Polite society has a lot to tell women about what we should say and how we should say it. Polite society is where people don’t respond to a woman’s “wrong” statements with threats of, you know, rape or murder. It can still be personally and professionally oppressive. A woman who communicates appropriate content in the wrong way risks being called anything between unprofessional, bitchy, and crazy in the same context in which a man will be called tough, strong, and direct. Of course, to make people really mad, be a woman and say no, both at the same time. But I’m talking about swearing today.
If a woman wants to swear, she should just do it. If someone does not identify as male or female, come on into the tent. But to hell with a segregated lexicon.
If we want to have an effective say, we women are expected to achieve that perfect balance between not sounding like a man and not sounding like a woman. And on that impossible day, our listeners will respond to our cogent arguments with legitimate debate and not “She sure is passionate about this subject.” Or, “Don’t be hysterical!” Or, “The senator sure needs to fix up her hair.”
Fuck it, no they won’t.
And so there is this embarrassing proliferation of articles that purport to help us women get the light switch to that halfway point between on and off. While they purport to help us win friends and influence people, they really have no substance.
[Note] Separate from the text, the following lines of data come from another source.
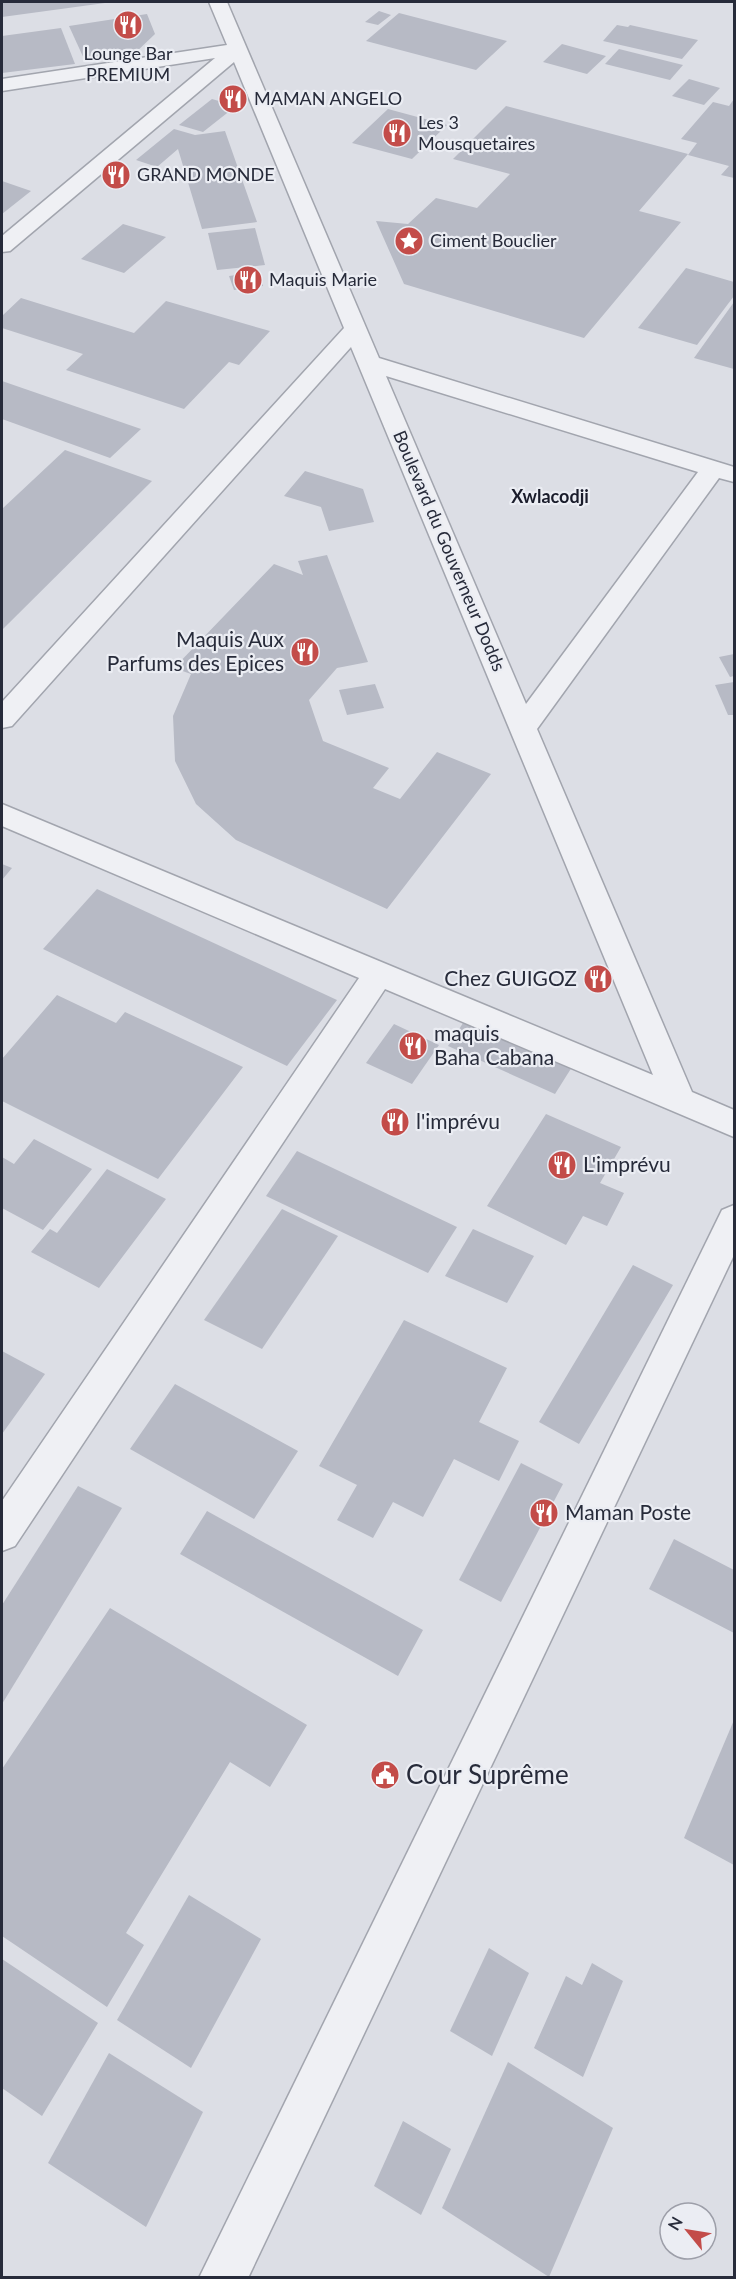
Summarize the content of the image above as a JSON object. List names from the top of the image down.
{
  "streets": {
    "street": ["Boulevard du Gouverneur Dodds"]
  },
  "districts": ["Xwlacodji"],
  "places": {
    "restaurant": [
      "Lounge Bar PREMIUM",
      "MAMAN ANGELO",
      "Les 3 Mousquetaires",
      "GRAND MONDE",
      "Maquis Marie",
      "Maquis Aux Parfums des Epices",
      "Chez GUIGOZ",
      "maquis Baha Cabana",
      "l'imprévu",
      "L'imprévu",
      "Maman Poste"
    ],
    "place": ["Ciment Bouclier"],
    "public building": ["Cour Suprême"]
  },
  "north": "top left"
}
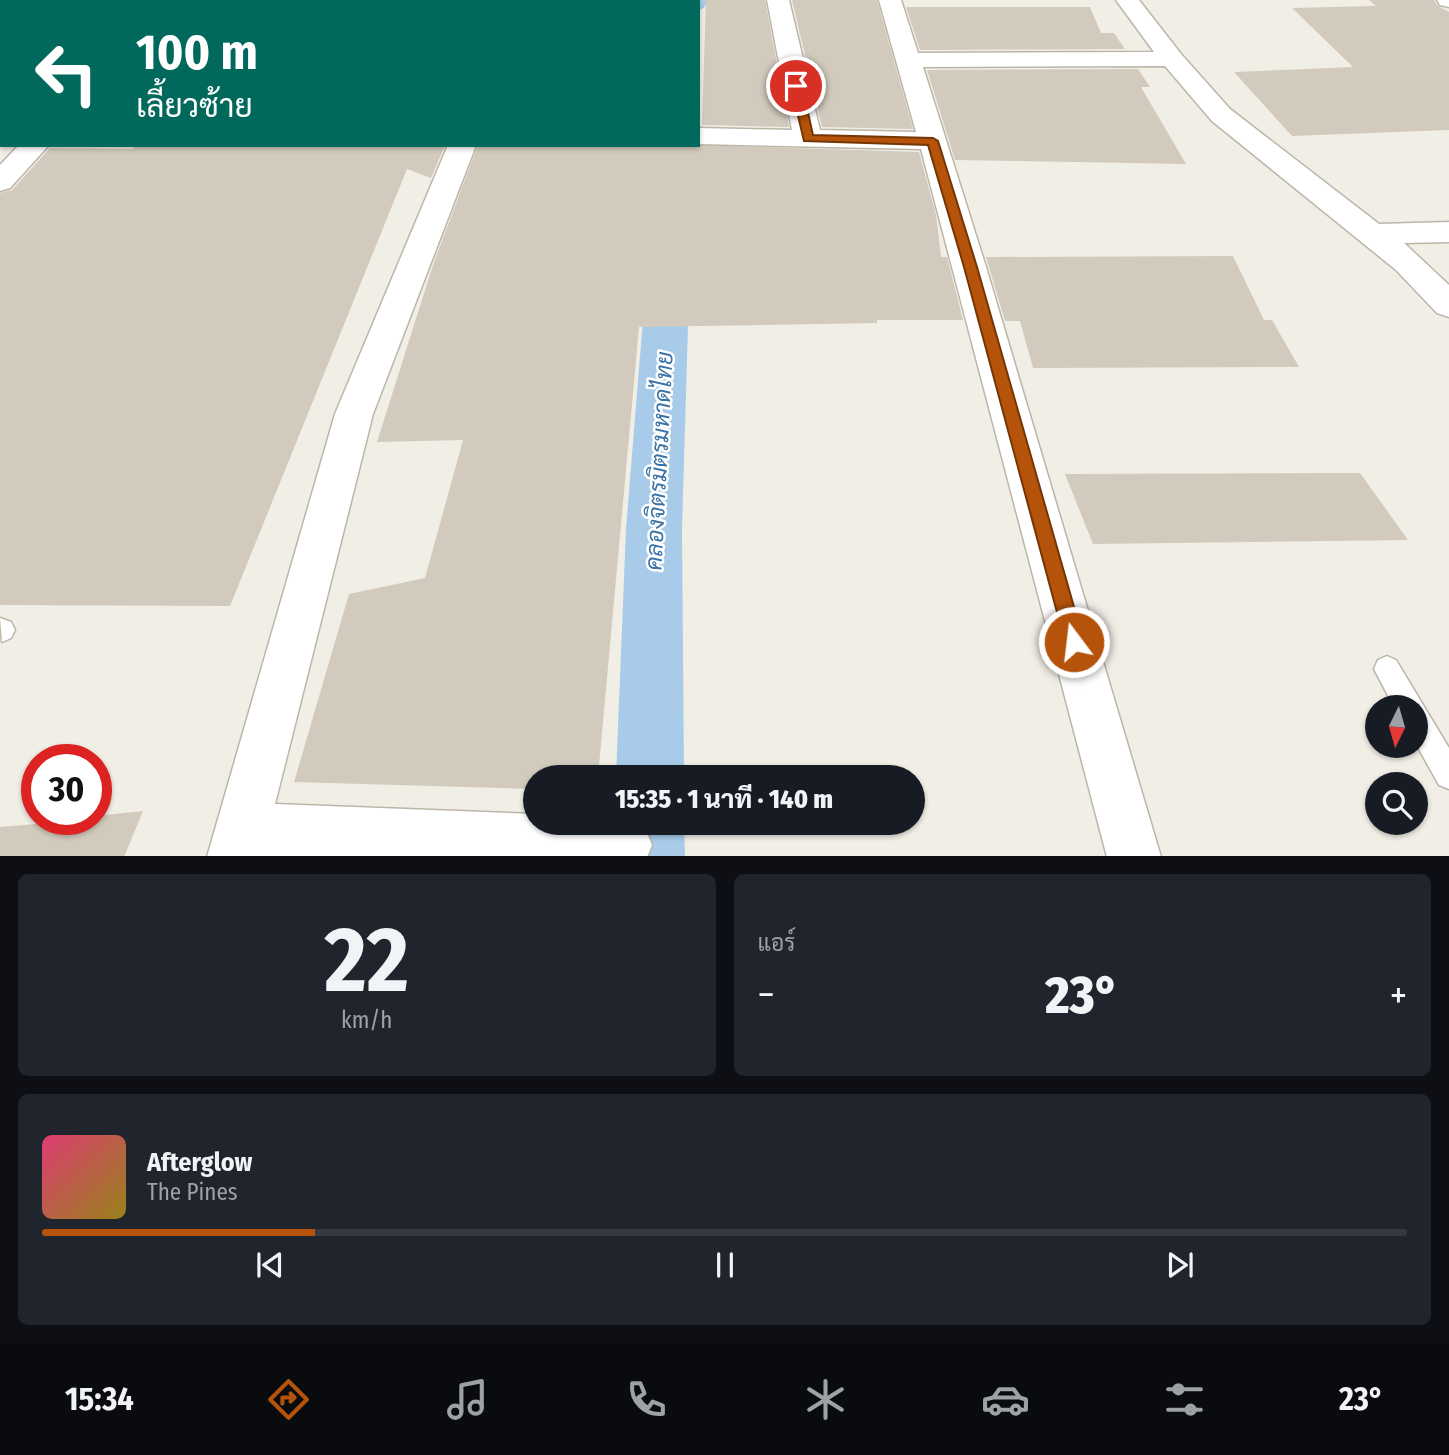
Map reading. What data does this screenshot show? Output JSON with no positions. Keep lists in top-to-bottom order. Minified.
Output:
{"water":["คลองจิตรมิตรมหาดไทย"],"north":"bottom","page":{"turn":["100 m","เลี้ยวซ้าย"],"limit":"30","trip":"15:35 · 1 นาที · 140 m","tile":[["22","km/h"],"แอร์"],"heat":["−","23°","+"],"song":["Afterglow","The Pines"],"tabs":["15:34","23°"]}}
It’s just a fancier way to tell us to shut up.
For example, here’s this one: Women shouldn’t say just.
I am all about respectful communication. Yet I began to notice that “just” wasn’t about being polite: it was a subtle message of subordination, of deference. Sometimes it was self-effacing. Sometimes even duplicitous. As I started really listening, I realized that striking it from a phrase almost always clarified and strengthened the message.
No one writes articles telling men how they’re damaging their career prospects by using the wrong words.
It’s not a huge deal, is it? But language shapes consciousness, and if women are the only ones softening their language or self sabotaging their own credibility—even inadvertently, only to be “nice”—it’s still reinforcing that it’s a woman trait to be nice.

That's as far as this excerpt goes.